TASK REQUIREMENTS: The answer must consist of each line of the records below that contains the string "index".

MATERIAL SHOWN:

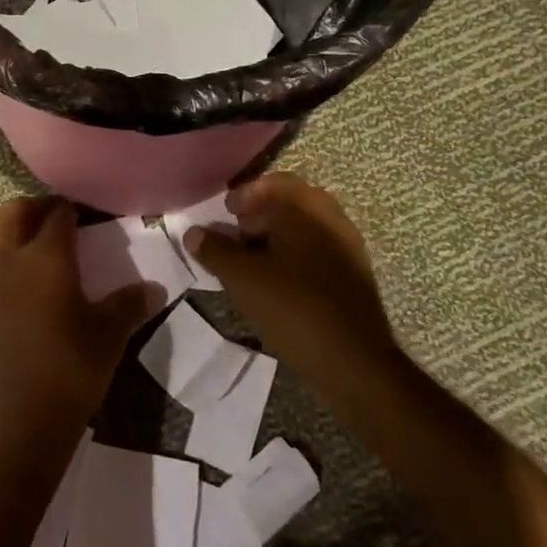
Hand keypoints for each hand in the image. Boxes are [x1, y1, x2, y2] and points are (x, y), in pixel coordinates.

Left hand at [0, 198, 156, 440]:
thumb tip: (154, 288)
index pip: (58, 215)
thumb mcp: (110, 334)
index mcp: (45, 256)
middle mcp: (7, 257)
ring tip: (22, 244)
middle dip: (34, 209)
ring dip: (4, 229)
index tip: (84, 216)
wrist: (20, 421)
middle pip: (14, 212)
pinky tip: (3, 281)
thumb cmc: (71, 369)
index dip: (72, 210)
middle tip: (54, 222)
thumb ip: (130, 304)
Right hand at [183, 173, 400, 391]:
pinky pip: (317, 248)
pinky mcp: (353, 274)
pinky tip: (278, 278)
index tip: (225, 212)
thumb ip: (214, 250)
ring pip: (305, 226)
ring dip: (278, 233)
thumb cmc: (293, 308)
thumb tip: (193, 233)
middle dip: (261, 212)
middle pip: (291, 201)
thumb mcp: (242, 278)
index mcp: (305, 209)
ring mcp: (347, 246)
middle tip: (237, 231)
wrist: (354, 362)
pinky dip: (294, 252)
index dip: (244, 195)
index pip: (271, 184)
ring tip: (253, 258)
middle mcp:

SOLVED EXERCISE:
index pip: (58, 215)
index mcp: (45, 256)
index tip: (84, 216)
index dip: (72, 210)
index tip: (225, 212)
index mcp: (305, 209)
index dip: (244, 195)
index pip: (271, 184)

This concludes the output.